RECORDS TO USE:
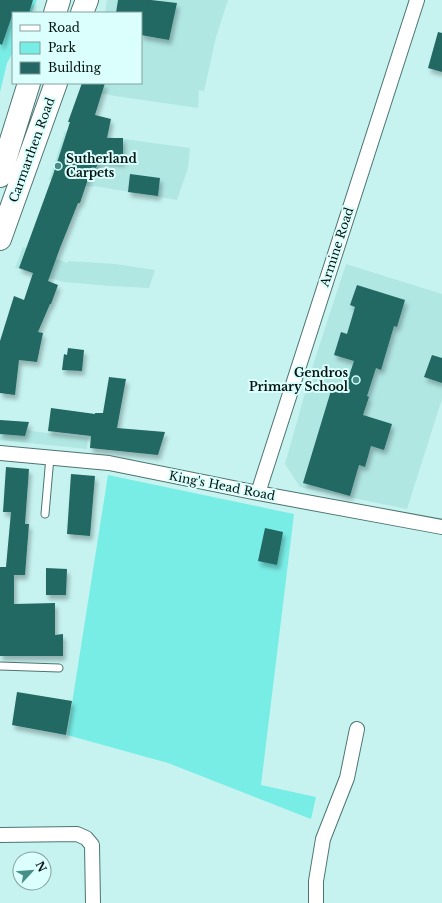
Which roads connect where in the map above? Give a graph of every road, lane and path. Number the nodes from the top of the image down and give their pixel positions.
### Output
1 (60, 0) edge
2 (87, 0) edge
3 (417, 0) edge
4 (55, 12) edge
5 (82, 12) edge
6 (29, 84) edge
7 (56, 84) edge
8 (0, 176) edge
9 (0, 239) edge
10 (0, 453) edge
11 (50, 457) junction
12 (258, 494) junction
13 (45, 514) dead end
14 (442, 527) edge
15 (0, 666) edge
16 (59, 668) dead end
17 (357, 729) dead end
18 (0, 835) edge
19 (93, 903) edge
20 (316, 903) edge

1 - 4 main road
2 - 5 main road
3 - 12 street, Armine Road
6 - 8 main road, Carmarthen Road
7 - 9 main road, Carmarthen Road
10 - 11 street, King's Head Road
11 - 12 street, King's Head Road
11 - 13 lane
12 - 14 street, King's Head Road
15 - 16 lane
17 - 20 street
18 - 19 street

ASSIGNMENT: Reproduce the listing word for word and omit its pictures.

RESPONSE FOR THIS EXERCISE:
Which roads connect where in the map above? Give a graph of every road, lane and path. Number the nodes from the top of the image down and give their pixel positions.
### Output
1 (60, 0) edge
2 (87, 0) edge
3 (417, 0) edge
4 (55, 12) edge
5 (82, 12) edge
6 (29, 84) edge
7 (56, 84) edge
8 (0, 176) edge
9 (0, 239) edge
10 (0, 453) edge
11 (50, 457) junction
12 (258, 494) junction
13 (45, 514) dead end
14 (442, 527) edge
15 (0, 666) edge
16 (59, 668) dead end
17 (357, 729) dead end
18 (0, 835) edge
19 (93, 903) edge
20 (316, 903) edge

1 - 4 main road
2 - 5 main road
3 - 12 street, Armine Road
6 - 8 main road, Carmarthen Road
7 - 9 main road, Carmarthen Road
10 - 11 street, King's Head Road
11 - 12 street, King's Head Road
11 - 13 lane
12 - 14 street, King's Head Road
15 - 16 lane
17 - 20 street
18 - 19 street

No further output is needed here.